According to the United States Census Bureau, the Massac CDP has a total area of 4.07 sqmi, of which 0.03 sqmi, or 0.64%, are water. The CDP's western boundary follows Massac Creek, a north-flowing tributary of the Ohio River.

==Demographics==

Historical population
| Census | Pop. | Note | %± |
| 1990 | 3,733 |  | — |
| 2000 | 3,888 |  | 4.2% |
| 2010 | 4,505 |  | 15.9% |
| 2020 | 4,635 |  | 2.9% |
U.S. Decennial Census

===2020 census===
As of the 2020 census, Massac had a population of 4,635. The median age was 40.8 years. 24.5% of residents were under the age of 18 and 19.7% of residents were 65 years of age or older. For every 100 females there were 91.3 males, and for every 100 females age 18 and over there were 89.5 males age 18 and over.

96.0% of residents lived in urban areas, while 4.0% lived in rural areas.

There were 1,966 households in Massac, of which 30.0% had children under the age of 18 living in them. Of all households, 45.1% were married-couple households, 16.9% were households with a male householder and no spouse or partner present, and 32.7% were households with a female householder and no spouse or partner present. About 31.4% of all households were made up of individuals and 13.0% had someone living alone who was 65 years of age or older.

There were 2,132 housing units, of which 7.8% were vacant.
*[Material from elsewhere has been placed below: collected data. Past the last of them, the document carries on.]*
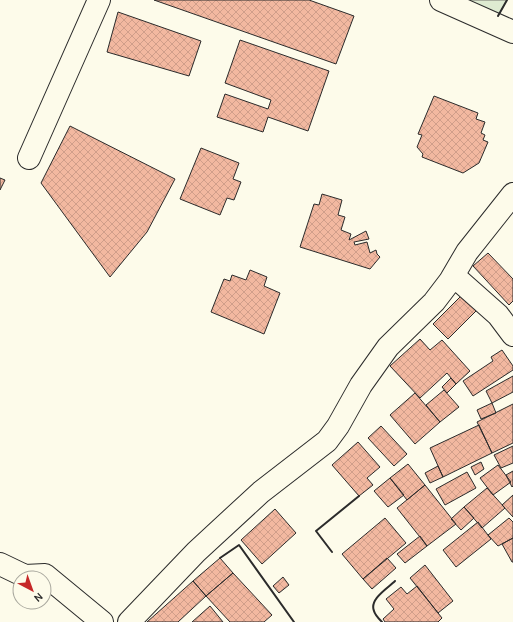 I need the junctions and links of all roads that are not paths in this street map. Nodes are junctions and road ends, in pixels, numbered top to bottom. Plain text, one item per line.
1 (99, 0) edge
2 (440, 0) edge
3 (513, 32) edge
4 (29, 158) dead end
5 (513, 194) edge
6 (454, 276) junction
7 (513, 335) edge
8 (0, 564) edge
9 (102, 622) edge
10 (129, 622) edge

1 - 4 street
2 - 3 street
5 - 6 street
6 - 7 street
6 - 10 street
8 - 9 street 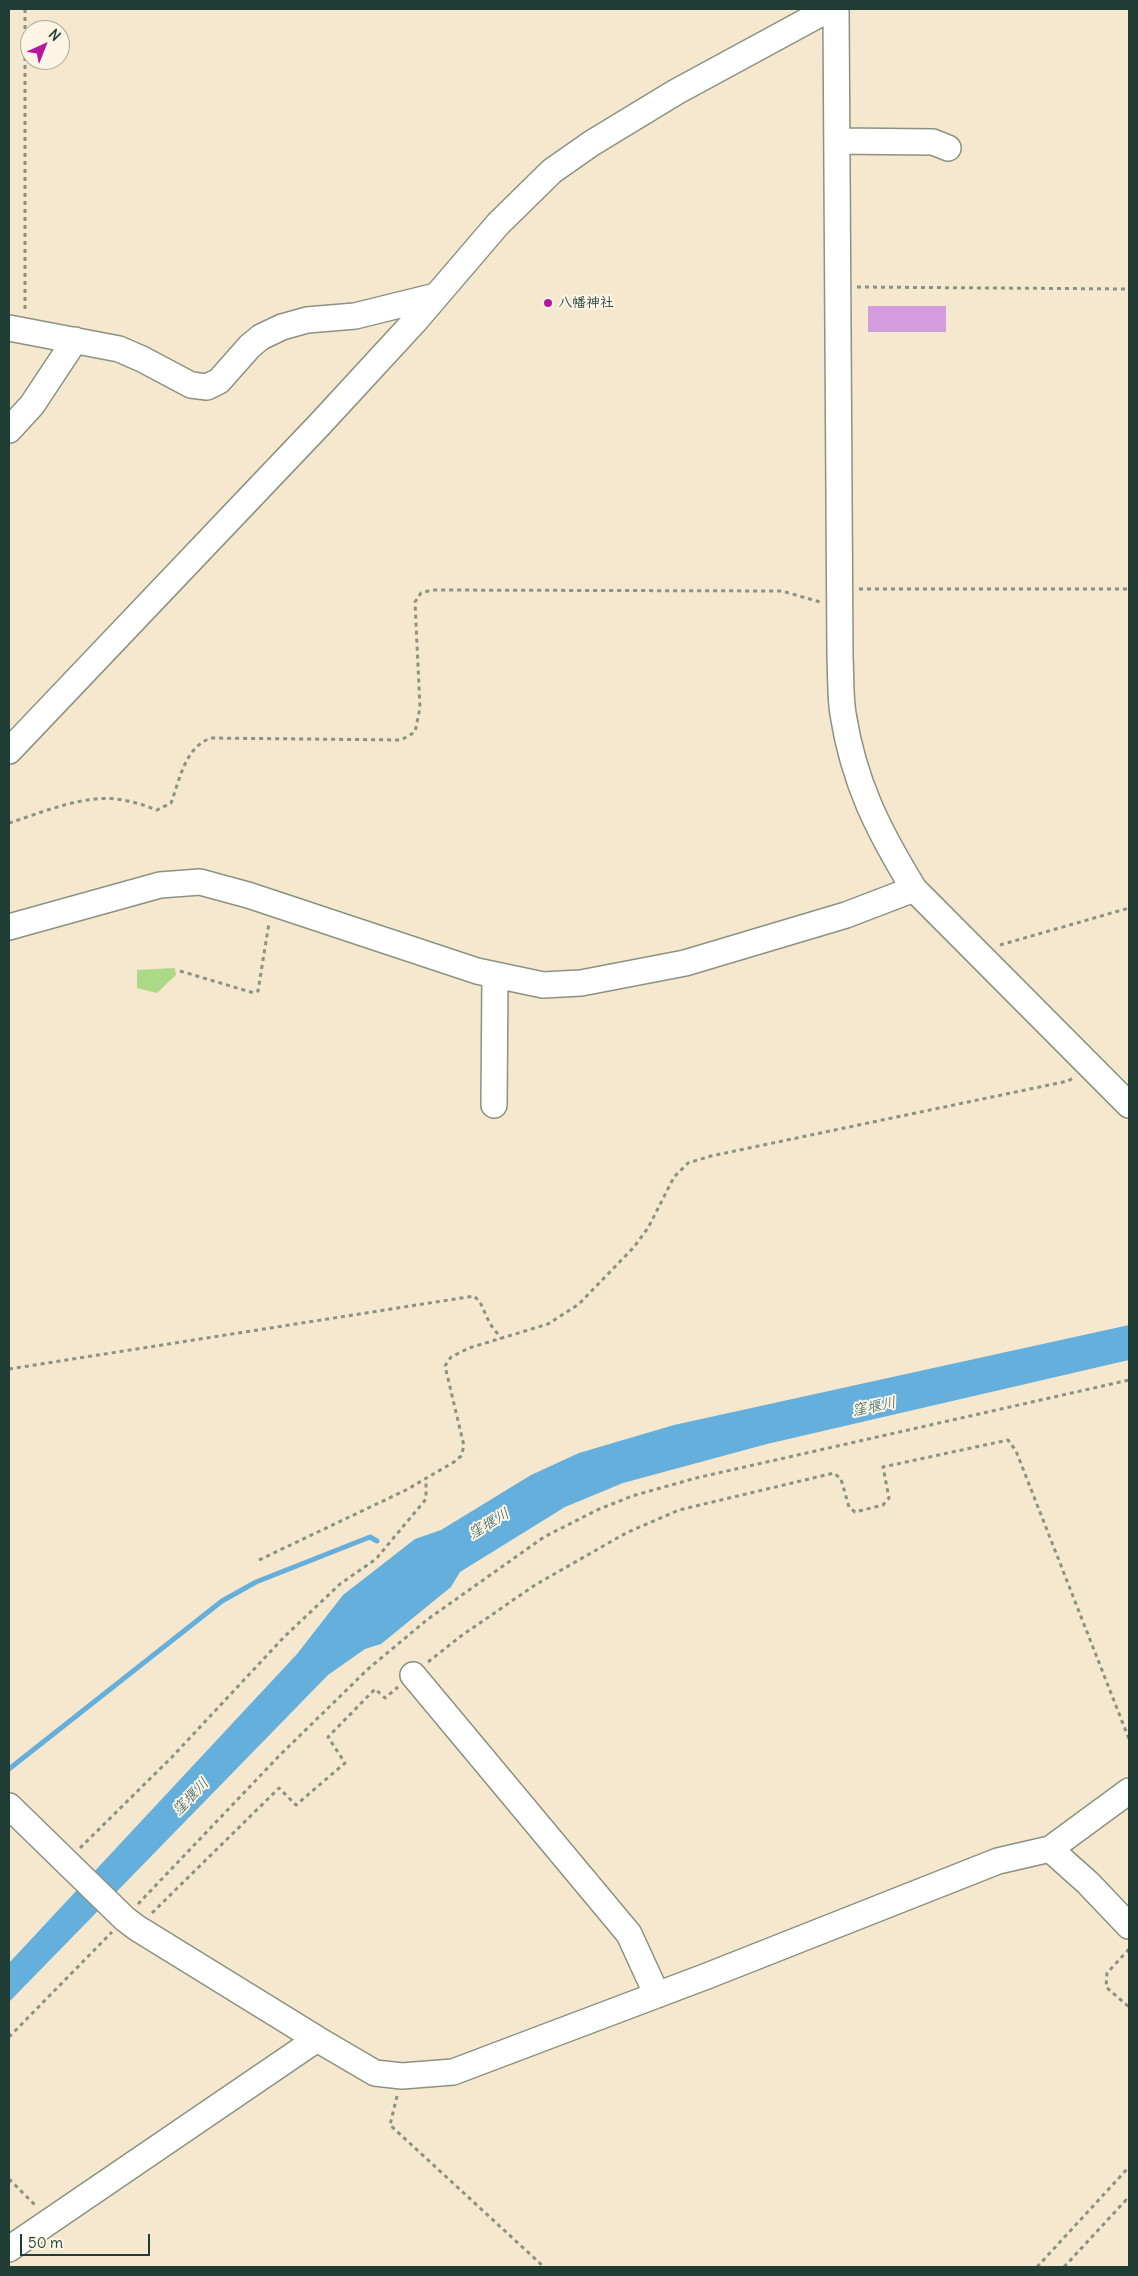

The homeowner vacancy rate was 2.2% and the rental vacancy rate was 8.9%.

Racial composition as of the 2020 census
| Race | Number | Percent |
|---|---|---|
| White | 3,871 | 83.5% |
| Black or African American | 368 | 7.9% |
| American Indian and Alaska Native | 6 | 0.1% |
| Asian | 51 | 1.1% |
| Native Hawaiian and Other Pacific Islander | 0 | 0.0% |
| Some other race | 50 | 1.1% |
| Two or more races | 289 | 6.2% |
| Hispanic or Latino (of any race) | 143 | 3.1% |

===2000 census===
As of the census of 2000, there were 3,888 people, 1,610 households, and 1,189 families residing in the CDP. The population density was 1,005.7/sq mi (387.9/km^{2}). There were 1,693 housing units at an average density of 437.9 /sqmi. The racial makeup of the CDP was 94.80% White, 2.70% African American, 0.26% Native American, 0.85% Asian, 0.05% Pacific Islander, 0.23% from other races, and 1.11% from two or more races. Hispanic or Latino of any race were 1.26% of the population.

There were 1,610 households, out of which 34.4% had children under the age of 18 living with them, 60.5% were married couples living together, 10.7% had a female householder with no husband present, and 26.1% were non-families. 21.9% of all households were made up of individuals, and 7.0% had someone living alone who was 65 years of age or older. The average household size was 2.41 and the average family size was 2.81.

In the CDP, the population was spread out, with 24.6% under the age of 18, 8.3% from 18 to 24, 27.4% from 25 to 44, 27.0% from 45 to 64, and 12.7% who were 65 years of age or older. The median age was 39 years. For every 100 females, there were 91.1 males. For every 100 females age 18 and over, there were 86.3 males.

The median income for a household in the CDP was $46,201, and the median income for a family was $61,105. Males had a median income of $39,413 versus $25,240 for females. The per capita income for the CDP was $22,519. About 7.2% of families and 11.4% of the population were below the poverty line, including 20.2% of those under age 18 and 5.7% of those age 65 or over.

==Education==
It is in the McCracken County School District.